Pics: Get a sneak peek into Alia Bhatt's new home!

Architectural Digest India is the very first to see Alia Bhatt’s new house, which she will be sharing with her sister Shaheen: “Before my friends, before my family, even before my father!”, she says. It was during the shooting of the Vikas Bahl-directed Shaandaar that Alia Bhatt met Richa (Vikas’s wife), whom she would end up asking to design her new house. Although there was no real brief, she was very clear about what she didn’t want. “I told Richa I didn’t want it to be too modern. I wanted it to feel a little old, with a New York loft kind of feel.

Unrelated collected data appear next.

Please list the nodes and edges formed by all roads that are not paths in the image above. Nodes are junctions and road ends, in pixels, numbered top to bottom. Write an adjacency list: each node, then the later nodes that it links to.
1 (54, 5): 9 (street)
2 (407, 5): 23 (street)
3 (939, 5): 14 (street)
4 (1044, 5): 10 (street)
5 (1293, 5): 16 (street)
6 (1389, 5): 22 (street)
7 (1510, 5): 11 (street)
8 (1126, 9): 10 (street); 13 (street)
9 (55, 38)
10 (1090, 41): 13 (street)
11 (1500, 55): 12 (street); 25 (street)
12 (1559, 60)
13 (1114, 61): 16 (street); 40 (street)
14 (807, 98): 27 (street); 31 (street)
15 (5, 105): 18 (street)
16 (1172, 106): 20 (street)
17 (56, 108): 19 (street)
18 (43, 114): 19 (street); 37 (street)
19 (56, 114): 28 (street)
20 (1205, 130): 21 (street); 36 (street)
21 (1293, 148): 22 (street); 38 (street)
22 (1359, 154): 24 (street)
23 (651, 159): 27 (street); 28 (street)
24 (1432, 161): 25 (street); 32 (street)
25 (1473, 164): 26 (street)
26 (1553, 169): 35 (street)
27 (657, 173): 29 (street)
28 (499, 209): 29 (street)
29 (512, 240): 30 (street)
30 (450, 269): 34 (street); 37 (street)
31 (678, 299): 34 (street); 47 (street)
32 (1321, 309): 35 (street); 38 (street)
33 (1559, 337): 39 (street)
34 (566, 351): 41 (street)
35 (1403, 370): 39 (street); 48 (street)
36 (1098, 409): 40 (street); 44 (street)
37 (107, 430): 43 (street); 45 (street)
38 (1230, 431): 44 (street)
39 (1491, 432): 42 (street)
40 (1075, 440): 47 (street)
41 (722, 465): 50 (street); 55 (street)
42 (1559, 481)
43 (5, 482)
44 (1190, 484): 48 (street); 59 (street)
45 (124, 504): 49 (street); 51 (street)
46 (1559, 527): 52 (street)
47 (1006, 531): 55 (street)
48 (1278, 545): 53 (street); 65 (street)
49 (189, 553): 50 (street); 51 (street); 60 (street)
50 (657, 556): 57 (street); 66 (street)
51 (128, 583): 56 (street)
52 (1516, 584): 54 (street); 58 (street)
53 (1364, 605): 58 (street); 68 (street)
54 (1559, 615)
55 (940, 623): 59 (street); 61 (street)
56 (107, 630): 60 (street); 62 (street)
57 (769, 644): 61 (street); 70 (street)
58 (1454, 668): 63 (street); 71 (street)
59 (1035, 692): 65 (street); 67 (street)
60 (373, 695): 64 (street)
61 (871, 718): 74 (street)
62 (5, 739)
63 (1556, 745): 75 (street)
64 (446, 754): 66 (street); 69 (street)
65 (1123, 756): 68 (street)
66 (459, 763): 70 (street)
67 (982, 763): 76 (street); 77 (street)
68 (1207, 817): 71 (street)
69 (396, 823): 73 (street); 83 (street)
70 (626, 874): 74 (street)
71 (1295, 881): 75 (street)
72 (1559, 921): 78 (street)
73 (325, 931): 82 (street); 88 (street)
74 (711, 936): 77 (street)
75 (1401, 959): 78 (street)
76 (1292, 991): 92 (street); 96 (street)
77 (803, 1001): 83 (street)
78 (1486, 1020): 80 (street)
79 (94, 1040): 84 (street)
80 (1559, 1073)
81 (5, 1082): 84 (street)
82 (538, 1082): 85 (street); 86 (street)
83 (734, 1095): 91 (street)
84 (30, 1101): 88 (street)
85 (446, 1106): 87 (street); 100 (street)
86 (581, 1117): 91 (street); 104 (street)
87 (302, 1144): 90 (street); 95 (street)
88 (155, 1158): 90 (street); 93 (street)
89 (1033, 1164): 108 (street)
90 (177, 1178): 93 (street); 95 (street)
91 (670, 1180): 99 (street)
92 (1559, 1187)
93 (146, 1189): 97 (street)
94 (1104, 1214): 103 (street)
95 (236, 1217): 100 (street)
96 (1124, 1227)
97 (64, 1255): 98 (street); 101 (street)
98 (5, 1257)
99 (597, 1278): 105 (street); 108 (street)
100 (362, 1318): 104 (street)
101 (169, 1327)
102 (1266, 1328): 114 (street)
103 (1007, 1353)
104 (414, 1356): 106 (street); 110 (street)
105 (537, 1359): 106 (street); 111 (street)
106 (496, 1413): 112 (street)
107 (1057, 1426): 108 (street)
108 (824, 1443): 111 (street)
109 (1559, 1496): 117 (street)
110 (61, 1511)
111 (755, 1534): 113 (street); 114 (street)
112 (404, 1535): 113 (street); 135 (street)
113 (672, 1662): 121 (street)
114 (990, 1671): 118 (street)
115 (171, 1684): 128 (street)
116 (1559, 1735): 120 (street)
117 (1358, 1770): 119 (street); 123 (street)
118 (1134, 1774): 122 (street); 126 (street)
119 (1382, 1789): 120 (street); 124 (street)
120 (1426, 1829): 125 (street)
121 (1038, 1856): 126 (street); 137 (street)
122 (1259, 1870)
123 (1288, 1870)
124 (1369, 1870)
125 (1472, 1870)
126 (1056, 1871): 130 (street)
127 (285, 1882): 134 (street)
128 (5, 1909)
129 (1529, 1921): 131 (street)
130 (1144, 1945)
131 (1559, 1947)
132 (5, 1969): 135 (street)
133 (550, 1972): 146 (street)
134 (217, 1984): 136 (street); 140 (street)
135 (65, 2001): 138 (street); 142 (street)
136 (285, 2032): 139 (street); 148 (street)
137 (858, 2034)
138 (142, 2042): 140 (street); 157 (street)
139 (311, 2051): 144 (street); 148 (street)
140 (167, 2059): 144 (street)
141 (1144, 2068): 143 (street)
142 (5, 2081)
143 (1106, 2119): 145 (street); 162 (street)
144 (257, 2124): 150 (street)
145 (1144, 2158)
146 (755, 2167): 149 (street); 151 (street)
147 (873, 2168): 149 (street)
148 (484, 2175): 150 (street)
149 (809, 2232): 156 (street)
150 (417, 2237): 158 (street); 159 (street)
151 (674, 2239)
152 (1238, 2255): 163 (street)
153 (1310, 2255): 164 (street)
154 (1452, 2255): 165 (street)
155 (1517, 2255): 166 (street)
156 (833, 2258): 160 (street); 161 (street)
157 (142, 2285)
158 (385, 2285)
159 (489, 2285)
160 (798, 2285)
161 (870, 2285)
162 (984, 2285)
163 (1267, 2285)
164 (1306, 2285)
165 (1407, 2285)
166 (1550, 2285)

And I didn’t want anything overtly glamorous, like chandeliers, or marble floors.” She purchased the house two years ago, choosing it over two others she had seen, because of its closeness to her parents’ house. “It was really a no-brainer for me,” she says, with much more confidence than you would expect from a 23-year-old speaking of her first home. The renovation took around a year and a half, and the space’s four bedrooms were reconfigured to three. Richa fashioned Alia’s dressing room into a separate space to ensure the rest of the house would be private, even if the actress was in the midst of fittings. “You know, when she’s getting ready it’s not just her. There’s the stylist, the make-up artists, the spot boys, the ironing guys… it’s like a mela in there,” says Richa, in mild horror. A lobby now separates that space from the large living room, which has turned out to be a cosy mix of New York loft and Swiss chalet, with white walls, comfortable sofas, concrete-tiled floors and expansive windows that incongruously– though not unpleasantly–look out to Mumbai’s very tropical trees. The palette here is surprisingly mature. Alia wanted the space to be as completely removed from the glamour associated with Bollywood as possible, and even the lighting is muted, in deliberate contrast to the harsh spotlight—literal and figurative—in which the actress usually finds herself. The one thing the sisters insisted on in the house was a “tea bar”, because apparently, they’re both “really into tea. Just totally obsessed,” says Alia, sounding like a sprightly octogenarian. It’s hard to imagine anyone (young or old) comfortably drink tea while perched up on a bar stool, but the hip flask on the bar counter that reads, “I didn’t text you, vodka texted you,” indicates that other beverages might be served as well. To read more, grab your copy of Architectural Digest India’s October 2016 issue, out on stands now.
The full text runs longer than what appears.